● Problem to work on:
Only lines containing the word "family" belong in the answer; copy each one from the records.

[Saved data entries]
——————————

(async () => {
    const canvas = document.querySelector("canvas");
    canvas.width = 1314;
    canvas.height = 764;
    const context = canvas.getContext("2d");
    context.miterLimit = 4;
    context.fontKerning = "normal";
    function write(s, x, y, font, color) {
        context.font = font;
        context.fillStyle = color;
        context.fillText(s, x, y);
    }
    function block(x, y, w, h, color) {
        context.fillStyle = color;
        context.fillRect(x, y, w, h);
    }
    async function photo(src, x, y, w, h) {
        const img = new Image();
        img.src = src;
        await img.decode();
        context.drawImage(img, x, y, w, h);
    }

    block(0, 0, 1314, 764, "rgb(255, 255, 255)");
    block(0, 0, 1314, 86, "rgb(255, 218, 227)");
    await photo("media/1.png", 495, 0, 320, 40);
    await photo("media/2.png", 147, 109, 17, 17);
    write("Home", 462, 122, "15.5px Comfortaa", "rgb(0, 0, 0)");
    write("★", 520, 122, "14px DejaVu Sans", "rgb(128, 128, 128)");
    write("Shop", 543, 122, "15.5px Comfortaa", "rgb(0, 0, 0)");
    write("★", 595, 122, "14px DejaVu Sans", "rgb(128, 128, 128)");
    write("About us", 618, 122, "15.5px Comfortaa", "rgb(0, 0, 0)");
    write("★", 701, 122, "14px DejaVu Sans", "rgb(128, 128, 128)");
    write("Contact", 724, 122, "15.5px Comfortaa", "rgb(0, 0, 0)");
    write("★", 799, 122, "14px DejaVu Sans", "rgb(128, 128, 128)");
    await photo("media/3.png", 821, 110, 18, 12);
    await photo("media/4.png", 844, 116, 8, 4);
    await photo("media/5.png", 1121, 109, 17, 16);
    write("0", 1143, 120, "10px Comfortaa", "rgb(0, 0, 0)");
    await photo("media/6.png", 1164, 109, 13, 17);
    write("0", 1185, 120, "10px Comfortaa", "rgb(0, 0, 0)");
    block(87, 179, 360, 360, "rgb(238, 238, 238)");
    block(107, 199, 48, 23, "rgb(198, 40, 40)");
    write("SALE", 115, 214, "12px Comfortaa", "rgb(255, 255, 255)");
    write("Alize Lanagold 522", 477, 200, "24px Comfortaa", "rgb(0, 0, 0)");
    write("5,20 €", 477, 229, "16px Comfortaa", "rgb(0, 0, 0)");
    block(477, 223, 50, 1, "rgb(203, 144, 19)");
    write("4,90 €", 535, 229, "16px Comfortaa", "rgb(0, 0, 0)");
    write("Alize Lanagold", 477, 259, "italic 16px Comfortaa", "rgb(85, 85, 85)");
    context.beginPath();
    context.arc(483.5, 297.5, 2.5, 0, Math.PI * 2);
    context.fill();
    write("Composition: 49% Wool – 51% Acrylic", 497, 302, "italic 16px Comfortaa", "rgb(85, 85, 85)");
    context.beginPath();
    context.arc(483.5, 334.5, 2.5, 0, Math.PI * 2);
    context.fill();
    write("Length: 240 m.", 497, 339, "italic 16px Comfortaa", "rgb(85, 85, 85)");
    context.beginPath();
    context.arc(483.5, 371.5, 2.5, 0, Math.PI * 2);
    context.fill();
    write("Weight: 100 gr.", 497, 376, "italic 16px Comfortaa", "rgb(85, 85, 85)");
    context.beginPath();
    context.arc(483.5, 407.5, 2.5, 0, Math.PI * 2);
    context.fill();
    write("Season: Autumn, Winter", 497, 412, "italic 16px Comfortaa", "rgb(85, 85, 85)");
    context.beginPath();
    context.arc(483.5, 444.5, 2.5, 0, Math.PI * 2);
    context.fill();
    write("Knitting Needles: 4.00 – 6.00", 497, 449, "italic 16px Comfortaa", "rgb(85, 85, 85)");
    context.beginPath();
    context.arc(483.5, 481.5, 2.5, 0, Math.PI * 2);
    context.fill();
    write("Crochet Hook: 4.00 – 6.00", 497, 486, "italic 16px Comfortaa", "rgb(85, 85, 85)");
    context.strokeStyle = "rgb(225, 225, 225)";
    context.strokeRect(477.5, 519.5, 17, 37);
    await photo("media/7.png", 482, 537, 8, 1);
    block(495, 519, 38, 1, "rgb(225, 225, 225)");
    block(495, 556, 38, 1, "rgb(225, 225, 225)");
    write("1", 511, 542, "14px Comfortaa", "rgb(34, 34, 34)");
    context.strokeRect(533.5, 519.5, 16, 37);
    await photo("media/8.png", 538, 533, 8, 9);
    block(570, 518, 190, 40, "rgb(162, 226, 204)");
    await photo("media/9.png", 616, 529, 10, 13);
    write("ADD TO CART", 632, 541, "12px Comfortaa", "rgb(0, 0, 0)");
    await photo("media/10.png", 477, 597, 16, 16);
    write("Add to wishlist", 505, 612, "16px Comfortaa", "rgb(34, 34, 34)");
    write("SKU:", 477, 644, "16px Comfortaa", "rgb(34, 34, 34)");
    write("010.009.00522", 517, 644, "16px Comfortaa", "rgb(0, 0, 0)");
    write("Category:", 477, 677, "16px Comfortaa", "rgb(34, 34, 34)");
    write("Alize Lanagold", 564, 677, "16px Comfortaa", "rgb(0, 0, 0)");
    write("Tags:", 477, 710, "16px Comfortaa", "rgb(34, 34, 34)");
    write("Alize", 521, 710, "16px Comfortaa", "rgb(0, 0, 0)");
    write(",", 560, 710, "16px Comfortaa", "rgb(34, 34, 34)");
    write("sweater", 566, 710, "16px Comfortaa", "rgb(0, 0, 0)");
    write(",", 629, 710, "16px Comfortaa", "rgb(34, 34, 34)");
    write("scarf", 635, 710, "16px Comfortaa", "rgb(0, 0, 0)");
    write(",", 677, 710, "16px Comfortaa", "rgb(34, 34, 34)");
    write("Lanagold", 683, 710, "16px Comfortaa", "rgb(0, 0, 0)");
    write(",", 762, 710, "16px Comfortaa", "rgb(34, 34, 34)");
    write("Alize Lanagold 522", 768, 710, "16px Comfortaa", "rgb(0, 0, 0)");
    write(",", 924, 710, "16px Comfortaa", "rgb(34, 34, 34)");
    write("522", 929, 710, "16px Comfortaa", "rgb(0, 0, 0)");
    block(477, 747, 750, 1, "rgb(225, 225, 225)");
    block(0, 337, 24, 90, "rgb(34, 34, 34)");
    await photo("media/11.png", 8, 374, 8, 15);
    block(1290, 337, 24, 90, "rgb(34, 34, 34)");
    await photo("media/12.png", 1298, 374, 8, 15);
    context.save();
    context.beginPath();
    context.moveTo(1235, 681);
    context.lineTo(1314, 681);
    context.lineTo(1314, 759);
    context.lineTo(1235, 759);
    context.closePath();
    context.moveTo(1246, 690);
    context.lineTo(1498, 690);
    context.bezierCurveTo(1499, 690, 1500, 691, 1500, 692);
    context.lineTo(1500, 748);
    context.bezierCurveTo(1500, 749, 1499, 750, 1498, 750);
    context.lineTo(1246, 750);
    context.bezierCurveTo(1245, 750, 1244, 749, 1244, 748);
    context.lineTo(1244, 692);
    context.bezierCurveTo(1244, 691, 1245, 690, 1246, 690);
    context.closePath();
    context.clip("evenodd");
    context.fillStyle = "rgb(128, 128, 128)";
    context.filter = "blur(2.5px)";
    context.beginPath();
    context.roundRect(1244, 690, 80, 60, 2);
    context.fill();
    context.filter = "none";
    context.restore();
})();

——————————

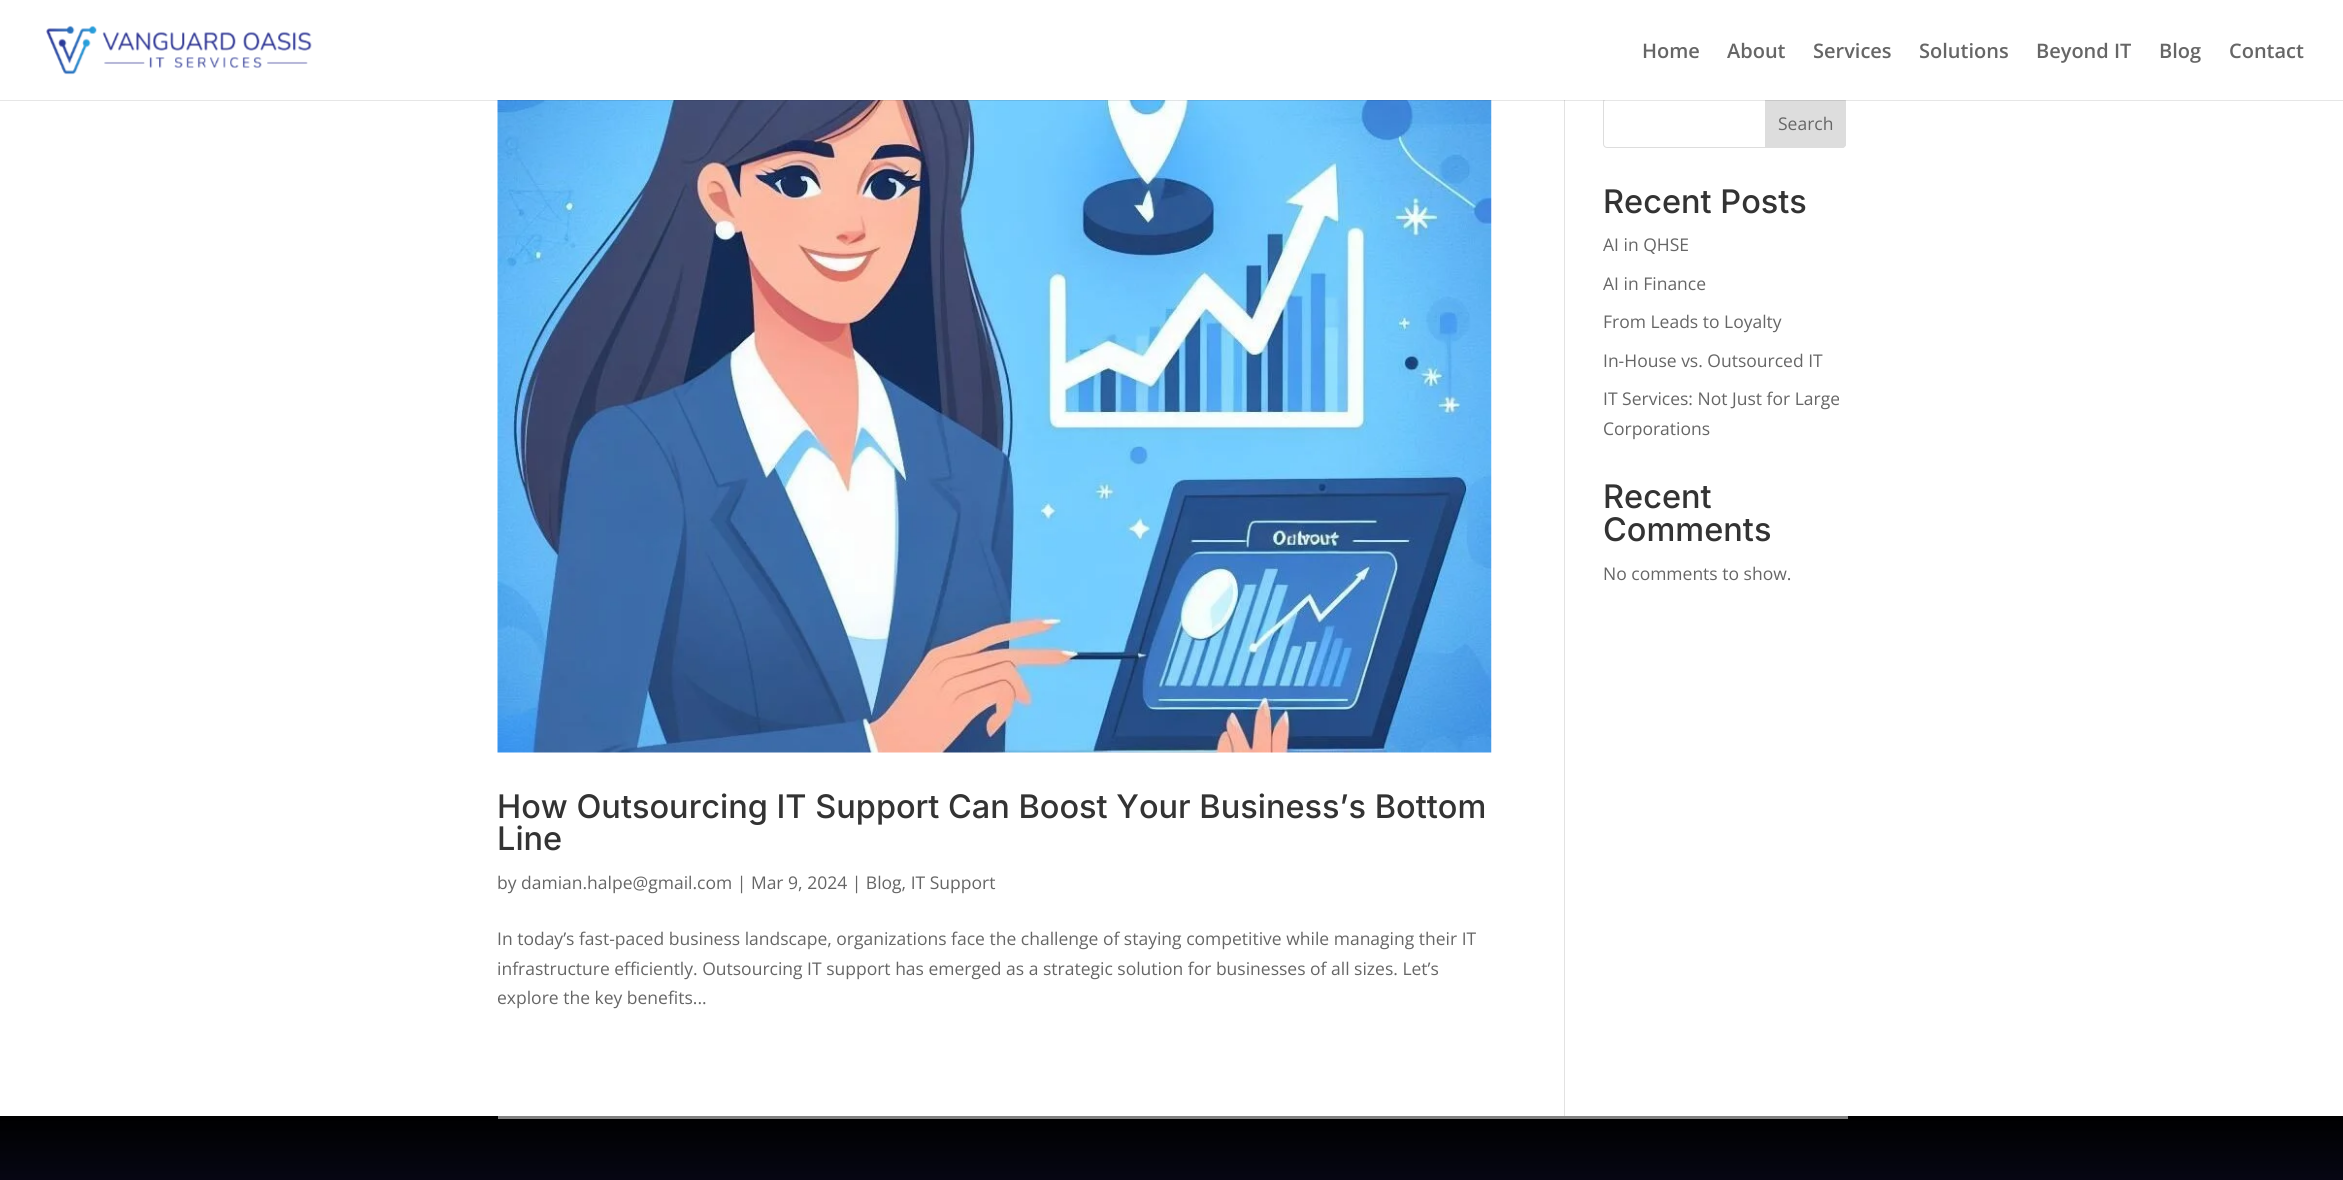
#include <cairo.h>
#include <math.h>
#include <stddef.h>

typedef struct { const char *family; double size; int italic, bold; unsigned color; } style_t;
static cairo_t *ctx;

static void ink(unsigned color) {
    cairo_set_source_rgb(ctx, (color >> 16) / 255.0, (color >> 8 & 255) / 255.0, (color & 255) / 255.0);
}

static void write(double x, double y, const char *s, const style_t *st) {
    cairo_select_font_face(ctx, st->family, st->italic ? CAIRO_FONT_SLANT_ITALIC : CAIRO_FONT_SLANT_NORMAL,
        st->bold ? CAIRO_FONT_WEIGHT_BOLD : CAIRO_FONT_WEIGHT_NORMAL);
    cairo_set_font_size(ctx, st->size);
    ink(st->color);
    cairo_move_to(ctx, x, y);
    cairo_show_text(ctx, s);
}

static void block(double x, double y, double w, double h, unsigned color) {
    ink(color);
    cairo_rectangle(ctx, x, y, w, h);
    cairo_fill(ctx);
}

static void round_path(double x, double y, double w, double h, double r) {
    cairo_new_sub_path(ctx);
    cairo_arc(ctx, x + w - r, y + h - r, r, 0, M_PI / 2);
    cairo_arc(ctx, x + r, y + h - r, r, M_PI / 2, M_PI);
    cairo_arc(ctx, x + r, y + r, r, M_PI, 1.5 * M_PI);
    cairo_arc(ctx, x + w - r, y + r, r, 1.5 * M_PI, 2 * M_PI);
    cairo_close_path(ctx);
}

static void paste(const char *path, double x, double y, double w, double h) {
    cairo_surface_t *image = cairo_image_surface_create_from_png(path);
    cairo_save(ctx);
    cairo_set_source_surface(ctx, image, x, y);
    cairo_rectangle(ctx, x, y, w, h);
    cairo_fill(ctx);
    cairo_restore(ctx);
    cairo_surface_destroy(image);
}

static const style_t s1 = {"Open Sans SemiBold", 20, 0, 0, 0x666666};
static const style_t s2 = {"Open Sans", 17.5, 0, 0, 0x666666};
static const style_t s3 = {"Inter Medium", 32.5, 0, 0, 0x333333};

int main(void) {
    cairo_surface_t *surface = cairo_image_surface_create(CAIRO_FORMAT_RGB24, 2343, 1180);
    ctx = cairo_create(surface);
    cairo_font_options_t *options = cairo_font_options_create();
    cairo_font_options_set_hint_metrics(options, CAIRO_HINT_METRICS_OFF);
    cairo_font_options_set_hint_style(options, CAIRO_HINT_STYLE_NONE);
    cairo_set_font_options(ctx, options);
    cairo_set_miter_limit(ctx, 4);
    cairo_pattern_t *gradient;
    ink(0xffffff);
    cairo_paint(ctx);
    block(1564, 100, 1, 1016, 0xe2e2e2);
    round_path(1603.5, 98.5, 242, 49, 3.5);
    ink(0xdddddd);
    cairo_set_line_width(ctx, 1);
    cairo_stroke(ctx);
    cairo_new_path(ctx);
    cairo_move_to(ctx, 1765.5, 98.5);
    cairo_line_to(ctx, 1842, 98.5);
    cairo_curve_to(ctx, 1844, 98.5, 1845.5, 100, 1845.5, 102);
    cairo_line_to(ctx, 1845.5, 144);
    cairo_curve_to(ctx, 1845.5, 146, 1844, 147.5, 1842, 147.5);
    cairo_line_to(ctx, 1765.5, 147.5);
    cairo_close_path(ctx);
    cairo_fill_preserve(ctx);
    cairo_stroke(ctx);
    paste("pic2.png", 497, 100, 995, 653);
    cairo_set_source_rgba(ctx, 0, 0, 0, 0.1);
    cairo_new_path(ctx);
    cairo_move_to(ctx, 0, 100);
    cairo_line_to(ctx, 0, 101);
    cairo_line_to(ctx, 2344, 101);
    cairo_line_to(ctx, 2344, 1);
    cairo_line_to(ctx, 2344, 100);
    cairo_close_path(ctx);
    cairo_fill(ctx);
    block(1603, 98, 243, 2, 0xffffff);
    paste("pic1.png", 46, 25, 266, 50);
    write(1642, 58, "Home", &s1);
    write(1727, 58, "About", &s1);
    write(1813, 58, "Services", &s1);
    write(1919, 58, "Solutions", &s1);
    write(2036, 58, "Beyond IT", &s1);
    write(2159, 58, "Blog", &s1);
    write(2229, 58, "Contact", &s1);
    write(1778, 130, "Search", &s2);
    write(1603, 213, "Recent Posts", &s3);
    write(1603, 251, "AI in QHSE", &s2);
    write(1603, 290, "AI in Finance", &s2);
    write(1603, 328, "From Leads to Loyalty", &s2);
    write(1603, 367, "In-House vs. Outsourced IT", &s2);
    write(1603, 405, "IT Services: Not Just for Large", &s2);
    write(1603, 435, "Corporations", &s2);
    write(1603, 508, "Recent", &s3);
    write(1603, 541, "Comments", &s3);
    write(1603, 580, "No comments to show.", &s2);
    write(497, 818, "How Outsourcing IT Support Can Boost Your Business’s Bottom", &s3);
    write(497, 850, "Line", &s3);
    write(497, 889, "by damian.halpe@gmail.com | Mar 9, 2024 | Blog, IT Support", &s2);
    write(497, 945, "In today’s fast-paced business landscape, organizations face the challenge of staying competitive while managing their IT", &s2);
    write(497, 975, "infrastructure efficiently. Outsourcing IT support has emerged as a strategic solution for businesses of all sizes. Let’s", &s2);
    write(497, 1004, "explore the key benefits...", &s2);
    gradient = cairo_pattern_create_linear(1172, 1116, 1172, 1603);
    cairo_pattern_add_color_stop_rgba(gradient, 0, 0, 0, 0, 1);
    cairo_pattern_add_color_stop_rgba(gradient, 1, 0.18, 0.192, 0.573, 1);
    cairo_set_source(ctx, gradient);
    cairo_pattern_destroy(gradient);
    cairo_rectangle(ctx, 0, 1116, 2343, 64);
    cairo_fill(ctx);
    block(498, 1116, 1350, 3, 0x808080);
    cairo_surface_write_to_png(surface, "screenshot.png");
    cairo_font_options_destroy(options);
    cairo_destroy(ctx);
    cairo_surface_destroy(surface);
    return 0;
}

——————————

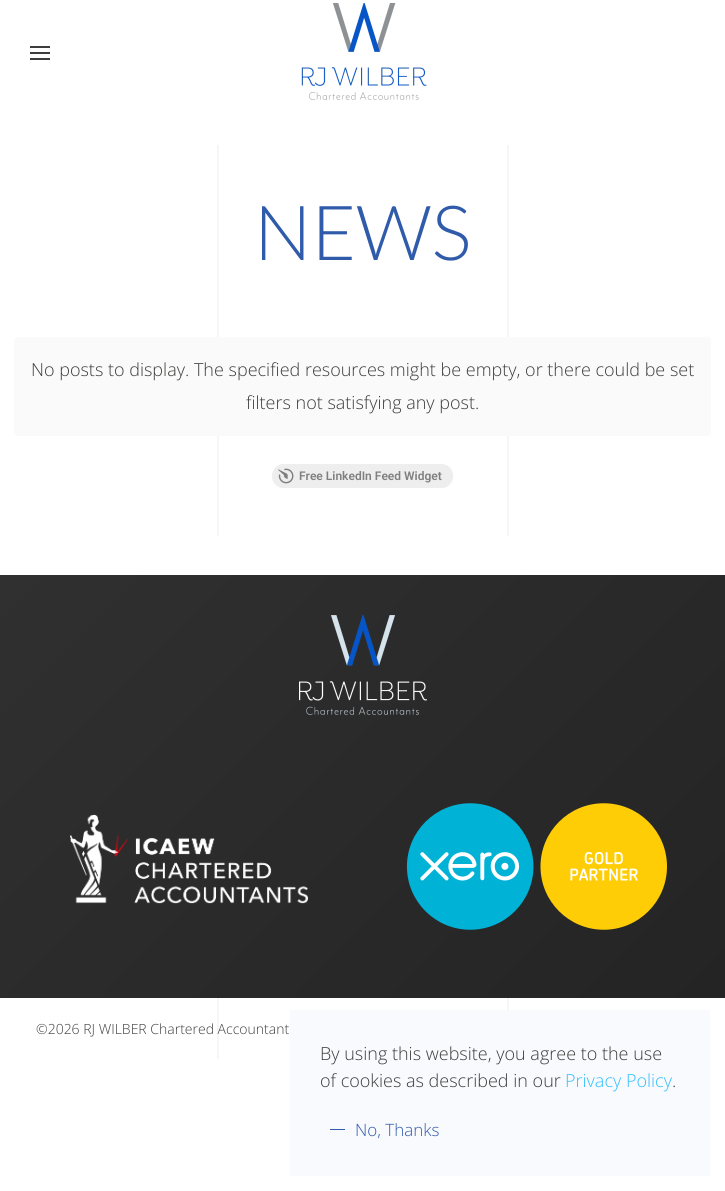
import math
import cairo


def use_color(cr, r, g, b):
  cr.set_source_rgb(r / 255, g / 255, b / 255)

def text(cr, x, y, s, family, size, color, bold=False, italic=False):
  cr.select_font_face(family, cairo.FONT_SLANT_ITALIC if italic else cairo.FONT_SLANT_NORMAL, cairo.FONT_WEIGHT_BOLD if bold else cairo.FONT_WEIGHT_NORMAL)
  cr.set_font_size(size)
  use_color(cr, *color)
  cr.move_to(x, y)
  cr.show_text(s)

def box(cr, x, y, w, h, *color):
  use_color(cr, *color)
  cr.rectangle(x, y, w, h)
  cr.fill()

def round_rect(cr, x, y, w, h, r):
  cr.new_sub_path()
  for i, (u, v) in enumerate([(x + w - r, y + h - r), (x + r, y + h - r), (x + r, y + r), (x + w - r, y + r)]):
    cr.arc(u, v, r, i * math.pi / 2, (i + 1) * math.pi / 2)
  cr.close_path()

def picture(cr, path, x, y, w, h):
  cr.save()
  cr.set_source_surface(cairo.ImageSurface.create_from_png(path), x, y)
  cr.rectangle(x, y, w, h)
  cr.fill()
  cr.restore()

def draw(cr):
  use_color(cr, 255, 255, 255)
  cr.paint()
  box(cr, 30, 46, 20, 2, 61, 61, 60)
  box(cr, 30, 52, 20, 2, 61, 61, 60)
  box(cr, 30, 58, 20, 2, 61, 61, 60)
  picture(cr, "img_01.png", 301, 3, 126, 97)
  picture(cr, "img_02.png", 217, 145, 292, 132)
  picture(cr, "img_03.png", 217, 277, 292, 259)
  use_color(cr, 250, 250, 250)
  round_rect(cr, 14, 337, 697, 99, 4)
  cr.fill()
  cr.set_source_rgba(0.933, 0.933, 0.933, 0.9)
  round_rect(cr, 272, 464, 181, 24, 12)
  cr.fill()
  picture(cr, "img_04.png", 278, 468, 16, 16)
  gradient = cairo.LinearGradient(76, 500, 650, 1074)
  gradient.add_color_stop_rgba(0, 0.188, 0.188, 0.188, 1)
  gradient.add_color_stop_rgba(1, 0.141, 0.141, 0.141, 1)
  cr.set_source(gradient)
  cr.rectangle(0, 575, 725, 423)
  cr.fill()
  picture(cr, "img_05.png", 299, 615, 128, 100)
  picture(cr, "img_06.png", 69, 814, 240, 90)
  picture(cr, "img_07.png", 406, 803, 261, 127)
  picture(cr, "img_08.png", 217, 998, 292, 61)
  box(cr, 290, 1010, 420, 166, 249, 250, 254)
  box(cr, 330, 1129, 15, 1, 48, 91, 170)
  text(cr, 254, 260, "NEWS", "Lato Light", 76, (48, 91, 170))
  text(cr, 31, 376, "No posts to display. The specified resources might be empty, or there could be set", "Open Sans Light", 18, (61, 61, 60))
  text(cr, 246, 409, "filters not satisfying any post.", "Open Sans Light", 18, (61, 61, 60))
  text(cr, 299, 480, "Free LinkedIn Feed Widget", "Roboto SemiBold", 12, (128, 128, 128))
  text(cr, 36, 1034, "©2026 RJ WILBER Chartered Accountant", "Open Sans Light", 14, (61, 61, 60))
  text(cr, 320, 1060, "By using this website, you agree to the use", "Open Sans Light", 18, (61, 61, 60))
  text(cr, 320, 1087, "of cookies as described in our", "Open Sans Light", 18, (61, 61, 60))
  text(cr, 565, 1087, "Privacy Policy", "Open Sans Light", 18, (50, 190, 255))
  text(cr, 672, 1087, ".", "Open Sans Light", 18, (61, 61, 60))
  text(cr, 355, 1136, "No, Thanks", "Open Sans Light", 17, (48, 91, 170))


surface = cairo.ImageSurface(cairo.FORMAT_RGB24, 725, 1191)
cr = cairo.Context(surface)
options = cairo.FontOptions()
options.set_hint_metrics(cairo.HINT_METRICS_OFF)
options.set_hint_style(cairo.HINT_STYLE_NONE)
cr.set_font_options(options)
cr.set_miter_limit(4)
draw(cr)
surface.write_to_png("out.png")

——————————

● Exercise response:
typedef struct { const char *family; double size; int italic, bold; unsigned color; } style_t;
    cairo_select_font_face(ctx, st->family, st->italic ? CAIRO_FONT_SLANT_ITALIC : CAIRO_FONT_SLANT_NORMAL,
def text(cr, x, y, s, family, size, color, bold=False, italic=False):
  cr.select_font_face(family, cairo.FONT_SLANT_ITALIC if italic else cairo.FONT_SLANT_NORMAL, cairo.FONT_WEIGHT_BOLD if bold else cairo.FONT_WEIGHT_NORMAL)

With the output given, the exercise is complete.